Maria_Petrovskaya · January 9, 2024, 9:01am

With these parameters I got error… Where may be problem?
AttributeError: Exception encountered when calling layer ‘decoder_15’ (type Decoder).

‘Decoder’ object has no attribute ‘LSTM’

Call arguments received by layer ‘decoder_15’ (type Decoder):
• context=tf.Tensor(shape=(64, 14, 256), dtype=float32)
• target=tf.Tensor(shape=(64, 15), dtype=int64)
• state=None
• return_state=False

arvyzukai · January 9, 2024, 9:10am

I guess somewhere in the code you used self.LSTM(..) or similar? The decoder does not have this attribute. According to the skeleton code you were provided, it should only have these class attributes:

embedding,
pre_attention_rnn,
attention (where you should use the context),
post_attention_rnn (this is your LSTM)
and output_layer

And you only need these in the call(..)

Maria_Petrovskaya · January 9, 2024, 9:30am

Thank you!
And what expected as "initial_state"a parameter? (vector? bool?) in “self.pre_attention_rnn(x, initial_state=”
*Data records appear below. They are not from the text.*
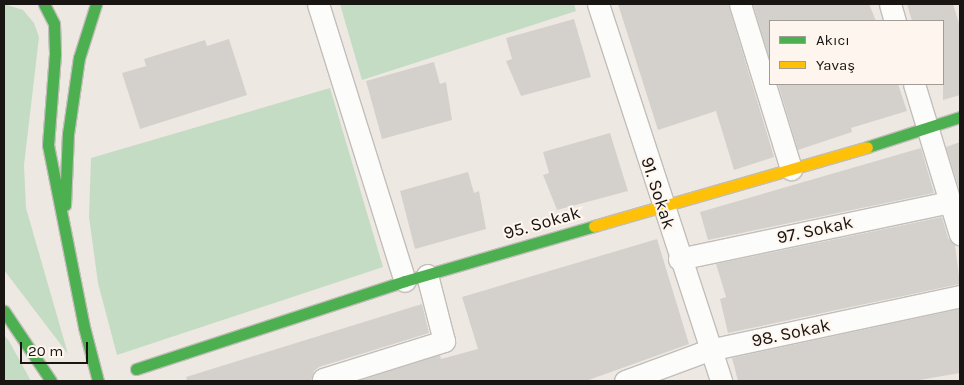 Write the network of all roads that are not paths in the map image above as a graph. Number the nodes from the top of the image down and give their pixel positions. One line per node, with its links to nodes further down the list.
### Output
1 (44, 4): 14 (main road)
2 (96, 4): 14 (main road)
3 (318, 4): 18 (street)
4 (598, 4): 13 (street, 91. Sokak)
5 (740, 4): 11 (street)
6 (890, 4): 7 (street)
7 (895, 20)
8 (914, 85): 10 (street)
9 (960, 117): 10 (main road, 95. Sokak)
10 (927, 130): 11 (main road, 95. Sokak); 12 (street)
11 (791, 169): 13 (main road, 95. Sokak)
12 (950, 202): 15 (street); 16 (street, 97. Sokak)
13 (662, 206): 16 (street, 91. Sokak); 17 (main road, 95. Sokak)
14 (64, 232): 24 (main road)
15 (960, 234)
16 (679, 259): 21 (street, 91. Sokak)
17 (427, 275): 18 (main road, 95. Sokak); 25 (street)
18 (405, 281): 22 (main road, 95. Sokak)
19 (960, 296): 21 (street, 98. Sokak)
20 (4, 311): 23 (main road)
21 (710, 350): 26 (street, 98. Sokak); 27 (street, 91. Sokak)
22 (136, 369)
23 (51, 381)
24 (98, 381)
25 (321, 381)
26 (625, 381)
27 (721, 381)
arvyzukai · January 9, 2024, 9:35am

It defaults to None and you don’t need it your case. In other words, you only need x for “pre_attention_rnn”.

Maria_Petrovskaya · January 9, 2024, 10:06am

Thank you!
After all corrections Value error exist… where is ‘decoder_25’, “lstm_51” --inside library?

"—> 65 x, hidden_state, cell_state = self.pre_attention_rnn(x, initial_state=None)
66
67 # Perform cross attention between the context and the output of the LSTM (in that order)

ValueError: Exception encountered when calling layer ‘decoder_25’ (type Decoder).

Input 0 of layer “lstm_51” is incompatible with the layer: expected ndim=3, found ndim=4. Full shape received: (64, 14, 256, 256)

Call arguments received by layer ‘decoder_25’ (type Decoder):
• context=tf.Tensor(shape=(64, 14, 256), dtype=float32)
• target=tf.Tensor(shape=(64, 15), dtype=int64)
• state=None
• return_state=False"

arvyzukai · January 9, 2024, 10:10am

You are probably embedding the context and not the target (which you should in the decoder’s case) in the first line of code (“# Get the embedding of the input”).

Maria_Petrovskaya · January 9, 2024, 10:18am

Great help! Thank you

RLSK · August 13, 2024, 5:12pm

Hi! Sorry to hop in here after so many months, but if we can leave initial_state = None then why do the directions say “# - Pass in the state to the LSTM (needed for inference)” what is that "state"referring to?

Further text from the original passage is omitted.